The year 2022 marks the thirtieth anniversary of the passage of the Further and Higher Education Act (1992), which granted university status to then polytechnics as well as Central Institutions in Scotland. Over the subsequent two years, 42 institutions were newly designated as universities, almost doubling the total.1 Some of our readers highlighted the omission of these universities from the May 2022 paper, with Professor Peter Scott, Professor of Higher Education Studies at the Institute of Education and former Vice-Chancellor of Kingston University, questioning whether ‘it is really reasonable to draw conclusions about the tenure of vice-chancellors based only on pre- 1992 universities?’.

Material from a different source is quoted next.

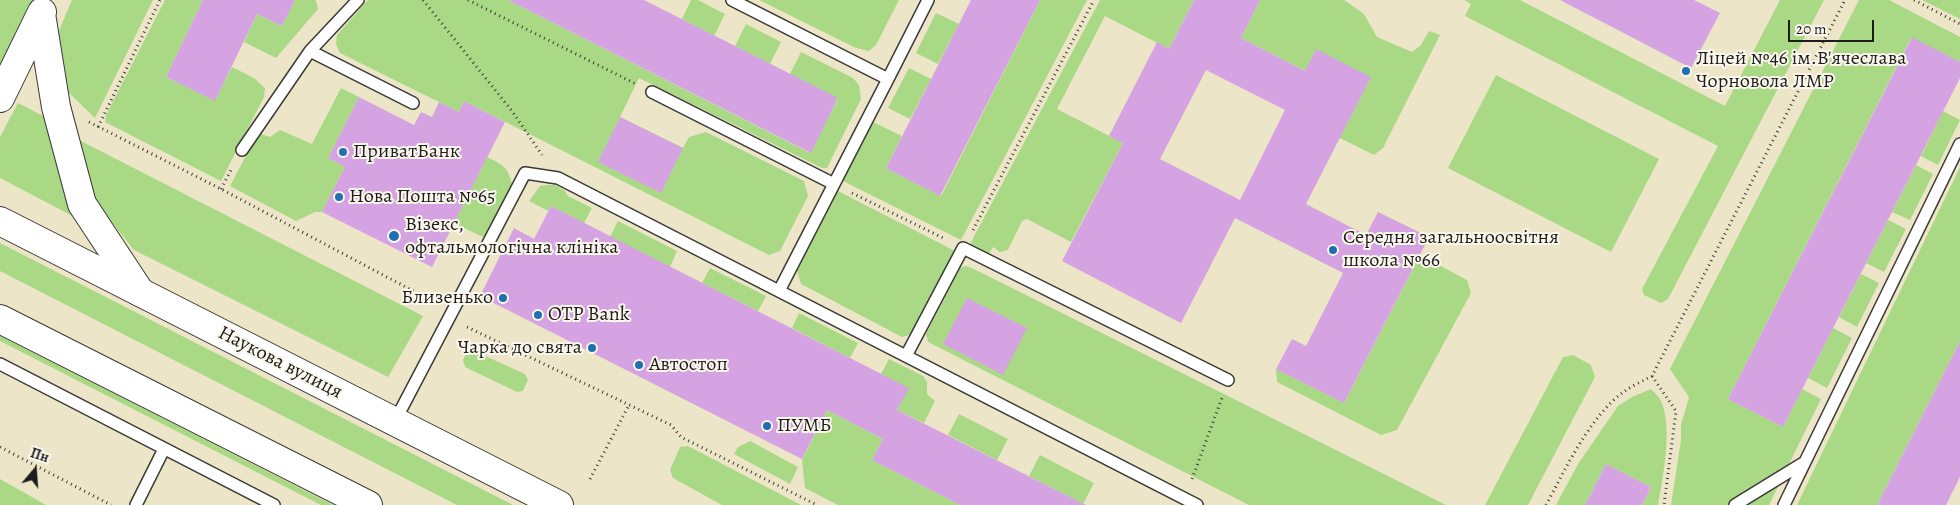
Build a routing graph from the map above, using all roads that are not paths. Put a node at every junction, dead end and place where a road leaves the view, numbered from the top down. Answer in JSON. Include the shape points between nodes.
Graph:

This Policy Note extends our analysis of vice-chancellors’ tenures to these post-1992 institutions, using a similar methodology to our previous publication. A primary aim of the 1992 reforms was to end the old binary divide between vocational and academic education and allow for greater diversity in the university sector. While this Policy Note does not seek to evaluate the success – or otherwise – of the 1992 Act, we show that the tenure of vice-chancellors is one area in which differences between older universities and former polytechnics have narrowed. At the time of their conversion into universities, the polytechnics’ directors had been in post on average for 1.4 years longer than their vice-chancellor counterparts, while the gap in 2022 is just 0.25 years. We use two metrics to measure tenure: ‘current tenure’, the length of time that a serving vice-chancellor has been in post, and ‘full tenure’, the duration of a vice-chancellor’s term on departing their role.